Data records
· · · ·

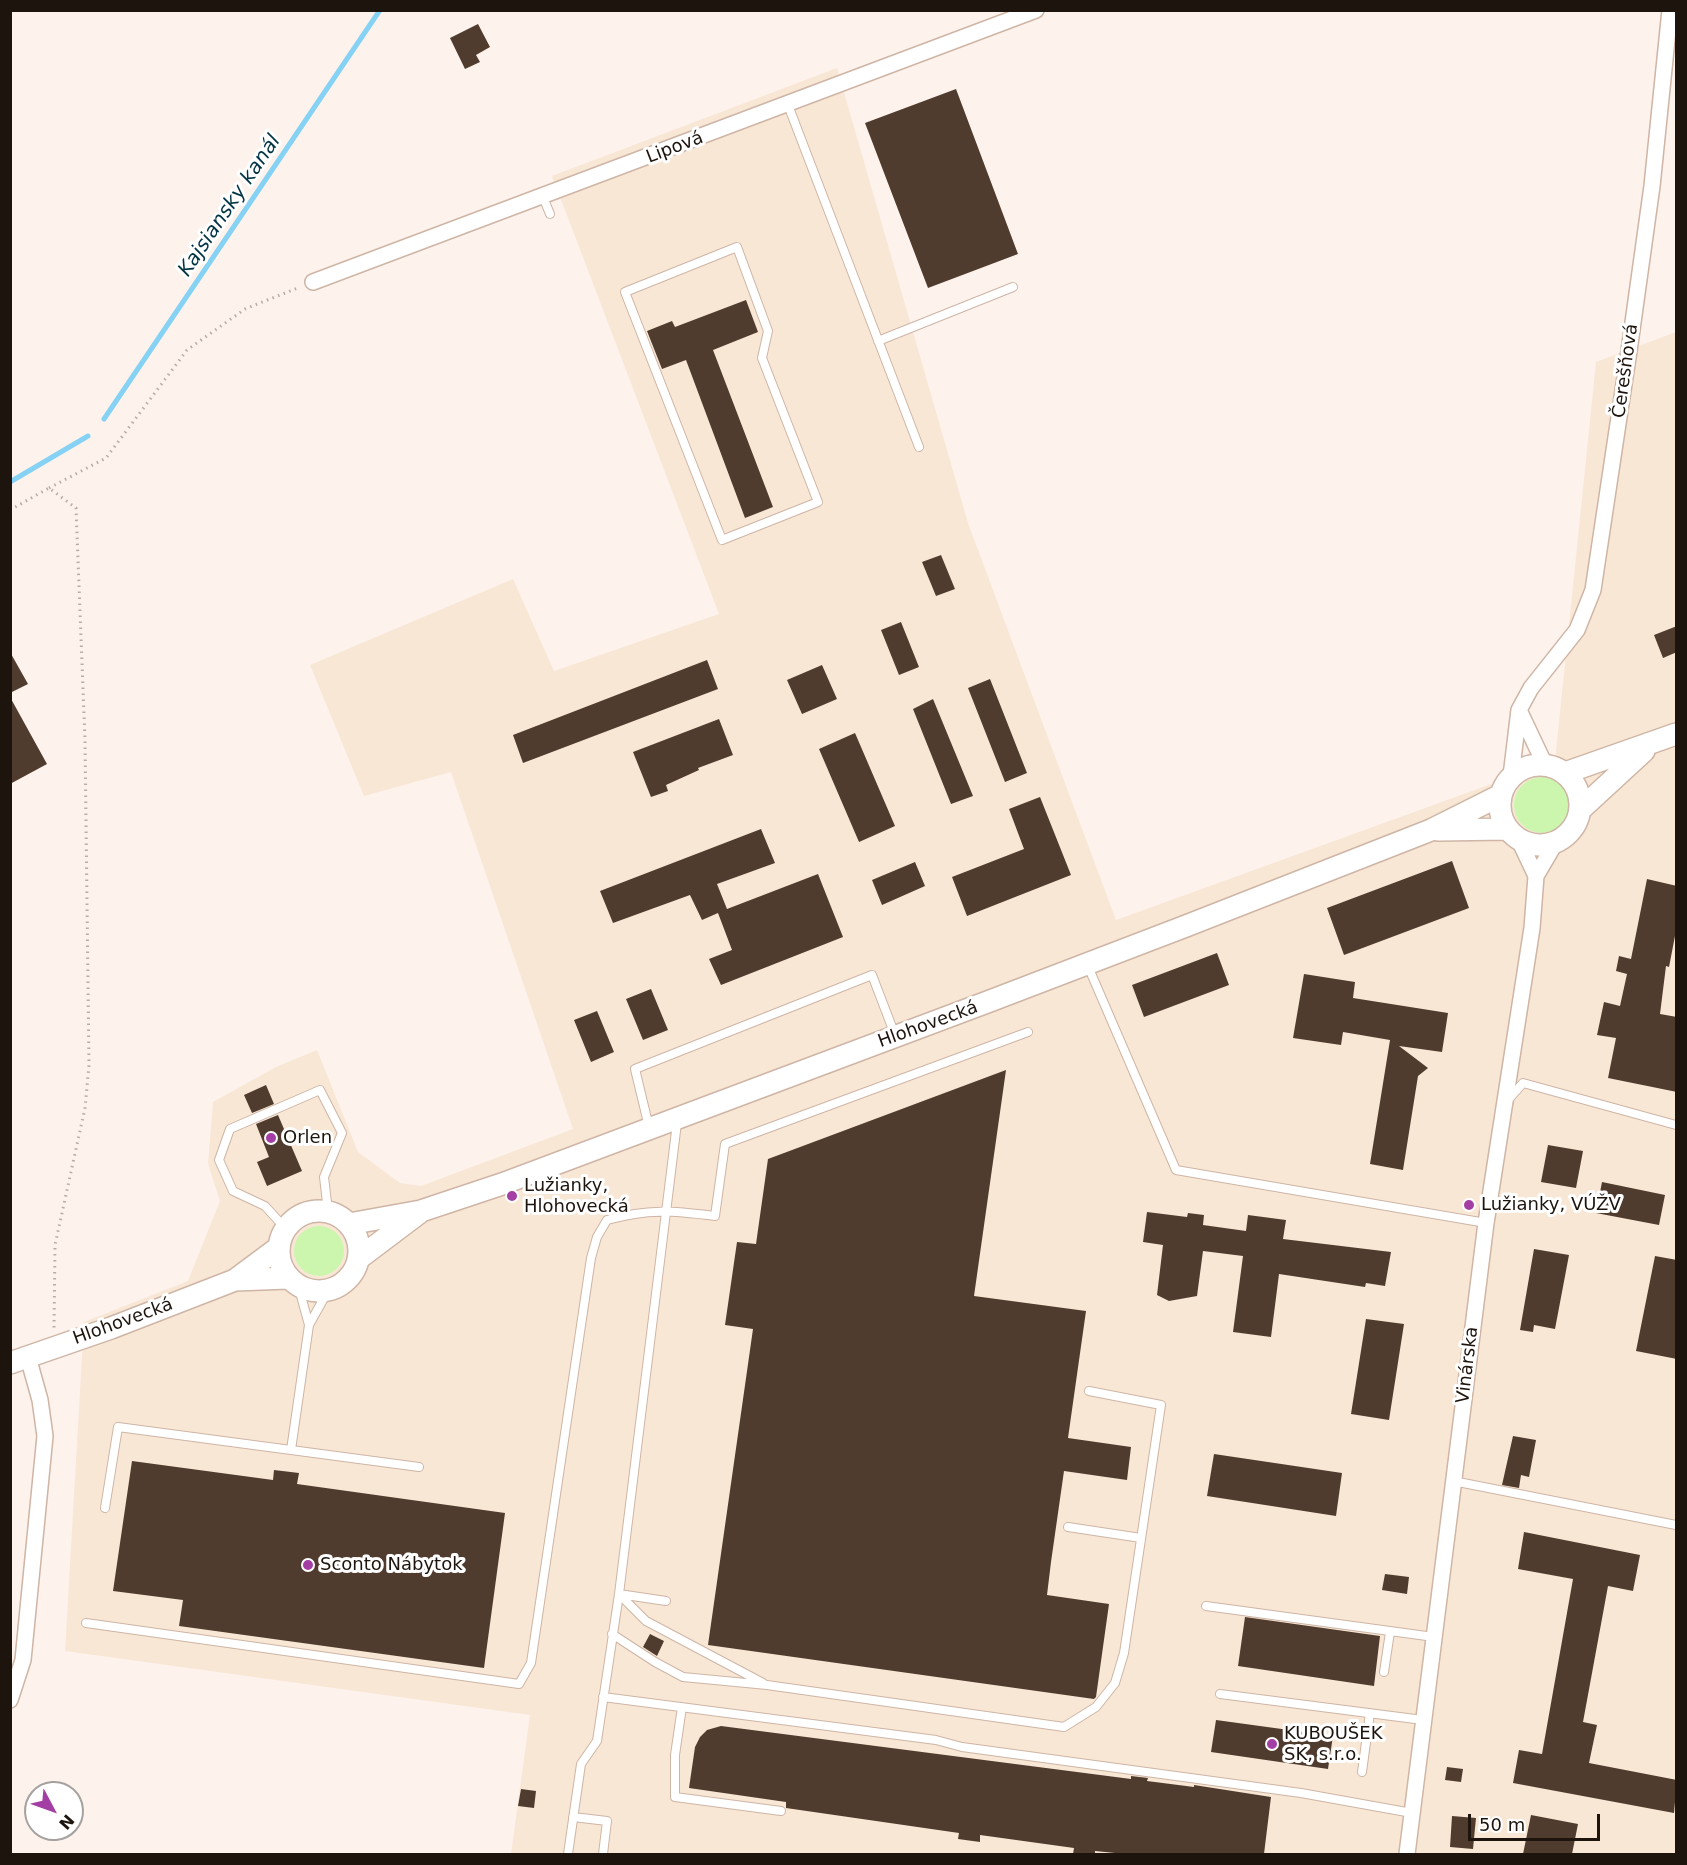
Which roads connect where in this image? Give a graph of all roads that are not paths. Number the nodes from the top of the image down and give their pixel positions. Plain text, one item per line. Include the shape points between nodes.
1 (1036, 10) edge
2 (1670, 10) edge
3 (788, 105) junction
4 (543, 197) junction
5 (550, 214) dead end
6 (313, 282) road end
7 (1013, 287) dead end
8 (878, 341) junction
9 (762, 358) joint
10 (919, 447) dead end
11 (1519, 710) junction
12 (1677, 734) edge
13 (1651, 744) junction
14 (1545, 765) junction
15 (1565, 773) junction
16 (1511, 776) junction
17 (1501, 795) junction
18 (1581, 809) junction
19 (1431, 830) junction
20 (1513, 834) junction
21 (1556, 842) junction
22 (1536, 876) junction
23 (1087, 963) junction
24 (1028, 1032) dead end
25 (895, 1037) junction
26 (1506, 1103) junction
27 (677, 1118) junction
28 (1677, 1125) edge
29 (649, 1128) junction
30 (665, 1210) junction
31 (328, 1211) junction
32 (421, 1211) junction
33 (1486, 1223) junction
34 (349, 1224) junction
35 (282, 1238) junction
36 (358, 1259) junction
37 (236, 1280) junction
38 (293, 1281) junction
39 (330, 1289) junction
40 (309, 1324) junction
41 (19, 1360) edge
42 (1089, 1392) dead end
43 (291, 1450) junction
44 (419, 1467) dead end
45 (1453, 1481) junction
46 (105, 1508) dead end
47 (1677, 1526) edge
48 (1068, 1527) dead end
49 (1141, 1538) junction
50 (619, 1594) junction
51 (666, 1601) dead end
52 (1206, 1606) dead end
53 (86, 1623) dead end
54 (1390, 1632) junction
55 (612, 1634) junction
56 (1434, 1637) junction
57 (1384, 1672) dead end
58 (767, 1685) junction
59 (1220, 1694) dead end
60 (603, 1697) junction
61 (10, 1700) edge
62 (682, 1707) junction
63 (1370, 1713) junction
64 (1423, 1720) junction
65 (1362, 1772) dead end
66 (781, 1811) dead end
67 (1412, 1813) junction
68 (573, 1817) junction
69 (568, 1854) edge
70 (603, 1854) edge
71 (1407, 1854) edge

1 - 3 street, Lipová
2 - 11 street, Čerešňová via 1652,186 1593,590 1577,630 1531,688
3 - 4 street, Lipová
3 - 8 lane
4 - 5 lane
4 - 6 street, Lipová
7 - 8 lane
8 - 10 lane
9 - 9 lane via 768,331 737,247 625,292 722,540 818,502
11 - 14 street
11 - 16 street, Čerešňová
12 - 13 main road
13 - 15 main road
13 - 18 main road
14 - 15 main road
14 - 16 main road via 1527,767
15 - 18 main road via 1576,785
16 - 17 main road
17 - 19 main road, Hlohovecká
17 - 20 main road via 1501,813
18 - 21 main road via 1574,826
19 - 20 main road, Hlohovecká
19 - 23 main road, Hlohovecká
20 - 21 main road via 1536,845
20 - 22 street, Vinárska
21 - 22 street, Vinárska
22 - 26 street, Vinárska
23 - 25 main road, Hlohovecká
23 - 33 lane via 1176,1170
24 - 30 lane via 725,1144 715,1216
25 - 27 main road, Hlohovecká
25 - 29 lane via 872,975 635,1069
26 - 28 lane via 1523,1083
26 - 33 street, Vinárska
27 - 29 main road, Hlohovecká
27 - 30 lane
29 - 32 main road, Hlohovecká
30 - 50 lane
30 - 53 lane via 633,1212 607,1220 597,1237 589,1269 531,1663 519,1684
31 - 34 main road
31 - 35 main road, Hlohovecká via 309,1212 292,1221
31 - 35 lane via 324,1177 342,1133 320,1090 230,1129 219,1160 233,1191 265,1206
32 - 34 main road, Hlohovecká
32 - 36 main road, Hlohovecká
33 - 45 street, Vinárska
34 - 36 main road via 358,1243
35 - 37 main road, Hlohovecká
35 - 38 main road via 281,1266
36 - 39 main road, Hlohovecká via 348,1278
37 - 38 main road, Hlohovecká
37 - 41 main road, Hlohovecká
38 - 39 main road, Hlohovecká via 313,1291
38 - 40 lane
39 - 40 lane
40 - 43 lane
41 - 61 street via 40,1401 45,1436 23,1660
42 - 49 lane via 1161,1405
43 - 44 lane
43 - 46 lane via 118,1427
45 - 47 lane
45 - 56 street, Vinárska
48 - 49 lane
49 - 58 lane via 1124,1653 1115,1683 1096,1707 1064,1727
50 - 51 lane
50 - 55 lane
50 - 58 lane via 646,1621
52 - 54 lane
54 - 56 lane
54 - 57 lane
55 - 58 lane via 683,1677
55 - 60 lane
56 - 64 street, Vinárska
59 - 63 lane
60 - 62 lane
60 - 68 lane via 597,1741 581,1764
62 - 66 lane via 675,1755 675,1797
62 - 67 lane via 936,1740
63 - 64 lane
63 - 65 lane
64 - 67 street, Vinárska
67 - 71 street, Vinárska
68 - 69 lane
68 - 70 lane via 607,1821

· · · ·

## Activity
In your copy, every entry above must match word for word, and no picture may appear.

## Result of this exercise
Which roads connect where in this image? Give a graph of all roads that are not paths. Number the nodes from the top of the image down and give their pixel positions. Plain text, one item per line. Include the shape points between nodes.
1 (1036, 10) edge
2 (1670, 10) edge
3 (788, 105) junction
4 (543, 197) junction
5 (550, 214) dead end
6 (313, 282) road end
7 (1013, 287) dead end
8 (878, 341) junction
9 (762, 358) joint
10 (919, 447) dead end
11 (1519, 710) junction
12 (1677, 734) edge
13 (1651, 744) junction
14 (1545, 765) junction
15 (1565, 773) junction
16 (1511, 776) junction
17 (1501, 795) junction
18 (1581, 809) junction
19 (1431, 830) junction
20 (1513, 834) junction
21 (1556, 842) junction
22 (1536, 876) junction
23 (1087, 963) junction
24 (1028, 1032) dead end
25 (895, 1037) junction
26 (1506, 1103) junction
27 (677, 1118) junction
28 (1677, 1125) edge
29 (649, 1128) junction
30 (665, 1210) junction
31 (328, 1211) junction
32 (421, 1211) junction
33 (1486, 1223) junction
34 (349, 1224) junction
35 (282, 1238) junction
36 (358, 1259) junction
37 (236, 1280) junction
38 (293, 1281) junction
39 (330, 1289) junction
40 (309, 1324) junction
41 (19, 1360) edge
42 (1089, 1392) dead end
43 (291, 1450) junction
44 (419, 1467) dead end
45 (1453, 1481) junction
46 (105, 1508) dead end
47 (1677, 1526) edge
48 (1068, 1527) dead end
49 (1141, 1538) junction
50 (619, 1594) junction
51 (666, 1601) dead end
52 (1206, 1606) dead end
53 (86, 1623) dead end
54 (1390, 1632) junction
55 (612, 1634) junction
56 (1434, 1637) junction
57 (1384, 1672) dead end
58 (767, 1685) junction
59 (1220, 1694) dead end
60 (603, 1697) junction
61 (10, 1700) edge
62 (682, 1707) junction
63 (1370, 1713) junction
64 (1423, 1720) junction
65 (1362, 1772) dead end
66 (781, 1811) dead end
67 (1412, 1813) junction
68 (573, 1817) junction
69 (568, 1854) edge
70 (603, 1854) edge
71 (1407, 1854) edge

1 - 3 street, Lipová
2 - 11 street, Čerešňová via 1652,186 1593,590 1577,630 1531,688
3 - 4 street, Lipová
3 - 8 lane
4 - 5 lane
4 - 6 street, Lipová
7 - 8 lane
8 - 10 lane
9 - 9 lane via 768,331 737,247 625,292 722,540 818,502
11 - 14 street
11 - 16 street, Čerešňová
12 - 13 main road
13 - 15 main road
13 - 18 main road
14 - 15 main road
14 - 16 main road via 1527,767
15 - 18 main road via 1576,785
16 - 17 main road
17 - 19 main road, Hlohovecká
17 - 20 main road via 1501,813
18 - 21 main road via 1574,826
19 - 20 main road, Hlohovecká
19 - 23 main road, Hlohovecká
20 - 21 main road via 1536,845
20 - 22 street, Vinárska
21 - 22 street, Vinárska
22 - 26 street, Vinárska
23 - 25 main road, Hlohovecká
23 - 33 lane via 1176,1170
24 - 30 lane via 725,1144 715,1216
25 - 27 main road, Hlohovecká
25 - 29 lane via 872,975 635,1069
26 - 28 lane via 1523,1083
26 - 33 street, Vinárska
27 - 29 main road, Hlohovecká
27 - 30 lane
29 - 32 main road, Hlohovecká
30 - 50 lane
30 - 53 lane via 633,1212 607,1220 597,1237 589,1269 531,1663 519,1684
31 - 34 main road
31 - 35 main road, Hlohovecká via 309,1212 292,1221
31 - 35 lane via 324,1177 342,1133 320,1090 230,1129 219,1160 233,1191 265,1206
32 - 34 main road, Hlohovecká
32 - 36 main road, Hlohovecká
33 - 45 street, Vinárska
34 - 36 main road via 358,1243
35 - 37 main road, Hlohovecká
35 - 38 main road via 281,1266
36 - 39 main road, Hlohovecká via 348,1278
37 - 38 main road, Hlohovecká
37 - 41 main road, Hlohovecká
38 - 39 main road, Hlohovecká via 313,1291
38 - 40 lane
39 - 40 lane
40 - 43 lane
41 - 61 street via 40,1401 45,1436 23,1660
42 - 49 lane via 1161,1405
43 - 44 lane
43 - 46 lane via 118,1427
45 - 47 lane
45 - 56 street, Vinárska
48 - 49 lane
49 - 58 lane via 1124,1653 1115,1683 1096,1707 1064,1727
50 - 51 lane
50 - 55 lane
50 - 58 lane via 646,1621
52 - 54 lane
54 - 56 lane
54 - 57 lane
55 - 58 lane via 683,1677
55 - 60 lane
56 - 64 street, Vinárska
59 - 63 lane
60 - 62 lane
60 - 68 lane via 597,1741 581,1764
62 - 66 lane via 675,1755 675,1797
62 - 67 lane via 936,1740
63 - 64 lane
63 - 65 lane
64 - 67 street, Vinárska
67 - 71 street, Vinárska
68 - 69 lane
68 - 70 lane via 607,1821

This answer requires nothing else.